Data extracted from a collection:
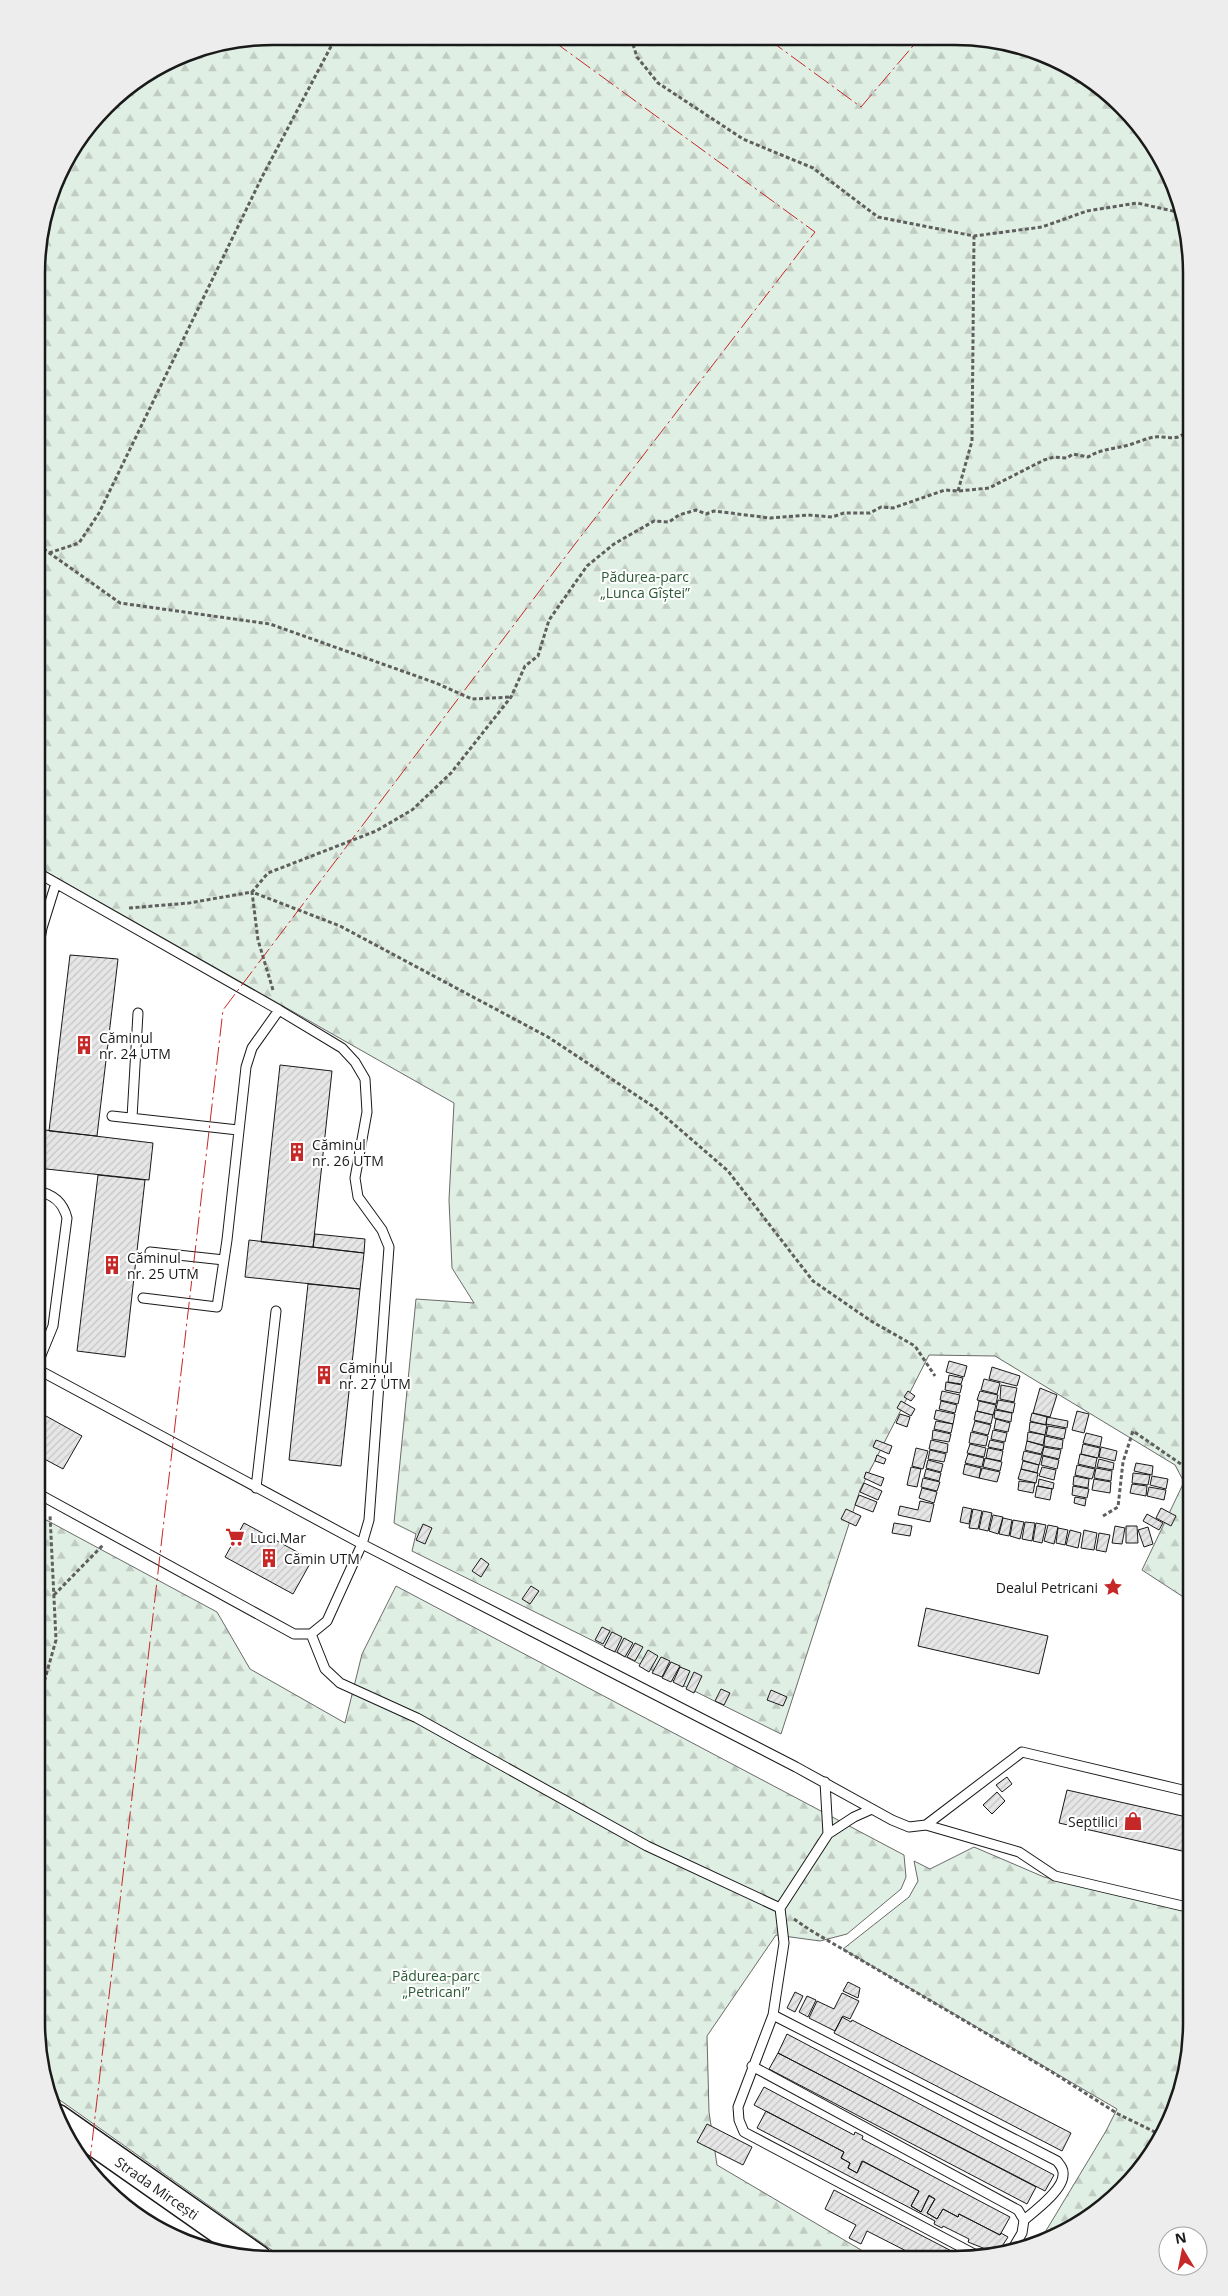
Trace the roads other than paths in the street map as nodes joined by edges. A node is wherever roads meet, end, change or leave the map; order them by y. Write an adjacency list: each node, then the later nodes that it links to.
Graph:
1 (45, 877): 2 (lane)
2 (56, 883): 3 (lane); 4 (lane)
3 (45, 918)
4 (279, 1010): 8 (lane); 18 (lane)
5 (138, 1013): 7 (lane)
6 (112, 1116): 7 (lane)
7 (132, 1118): 8 (lane)
8 (238, 1130): 11 (lane)
9 (45, 1193): 14 (lane)
10 (150, 1252): 11 (lane)
11 (224, 1260): 12 (lane)
12 (143, 1298)
13 (276, 1311): 16 (lane)
14 (45, 1346)
15 (45, 1374): 16 (lane)
16 (256, 1488): 18 (lane)
17 (45, 1497): 19 (lane)
18 (362, 1544): 19 (lane); 20 (lane)
19 (311, 1634): 26 (lane)
20 (825, 1782): 22 (lane); 24 (lane)
21 (1183, 1790): 23 (lane)
22 (872, 1809): 23 (lane); 24 (lane)
23 (926, 1825): 25 (lane)
24 (828, 1834): 26 (lane)
25 (1183, 1906)
26 (780, 1908): 27 (lane)
27 (773, 2015): 28 (lane); 30 (lane)
28 (752, 2066): 30 (lane); 33 (lane)
29 (69, 2125): 32 (main road, Strada Mircești)
30 (1024, 2220): 31 (lane)
31 (1017, 2242)
32 (246, 2249)
33 (969, 2251)

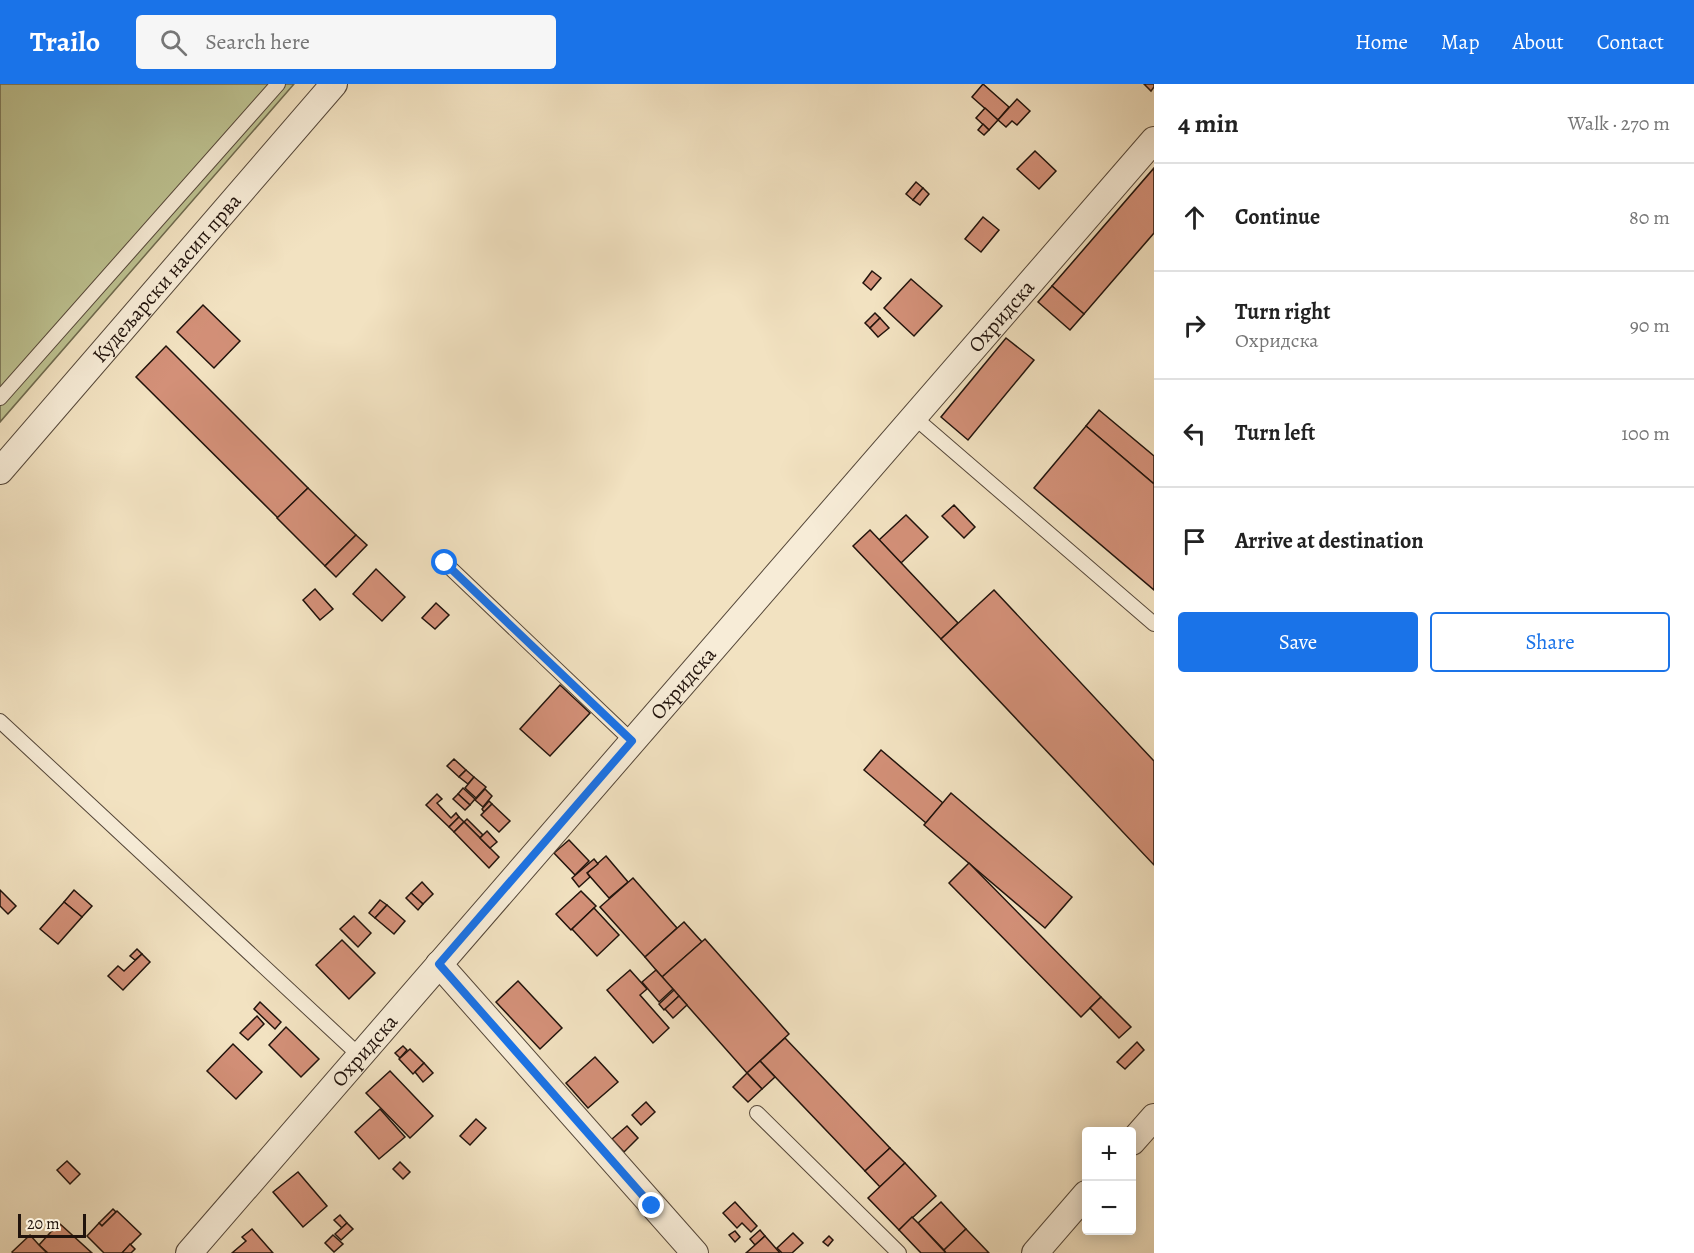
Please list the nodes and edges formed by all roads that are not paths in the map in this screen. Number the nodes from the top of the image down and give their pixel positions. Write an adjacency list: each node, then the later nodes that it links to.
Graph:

What to do: Print every record exactly without the images.

Response to the task:
Trace the roads other than paths in the street map as nodes joined by edges. A node is wherever roads meet, end, change or leave the map; order them by y. Write an adjacency list: each node, then the later nodes that it links to.
Graph:
1 (45, 877): 2 (lane)
2 (56, 883): 3 (lane); 4 (lane)
3 (45, 918)
4 (279, 1010): 8 (lane); 18 (lane)
5 (138, 1013): 7 (lane)
6 (112, 1116): 7 (lane)
7 (132, 1118): 8 (lane)
8 (238, 1130): 11 (lane)
9 (45, 1193): 14 (lane)
10 (150, 1252): 11 (lane)
11 (224, 1260): 12 (lane)
12 (143, 1298)
13 (276, 1311): 16 (lane)
14 (45, 1346)
15 (45, 1374): 16 (lane)
16 (256, 1488): 18 (lane)
17 (45, 1497): 19 (lane)
18 (362, 1544): 19 (lane); 20 (lane)
19 (311, 1634): 26 (lane)
20 (825, 1782): 22 (lane); 24 (lane)
21 (1183, 1790): 23 (lane)
22 (872, 1809): 23 (lane); 24 (lane)
23 (926, 1825): 25 (lane)
24 (828, 1834): 26 (lane)
25 (1183, 1906)
26 (780, 1908): 27 (lane)
27 (773, 2015): 28 (lane); 30 (lane)
28 (752, 2066): 30 (lane); 33 (lane)
29 (69, 2125): 32 (main road, Strada Mircești)
30 (1024, 2220): 31 (lane)
31 (1017, 2242)
32 (246, 2249)
33 (969, 2251)

Please list the nodes and edges formed by all roads that are not paths in the map in this screen. Number the nodes from the top of the image down and give their pixel positions. Write an adjacency list: each node, then the later nodes that it links to.
Graph:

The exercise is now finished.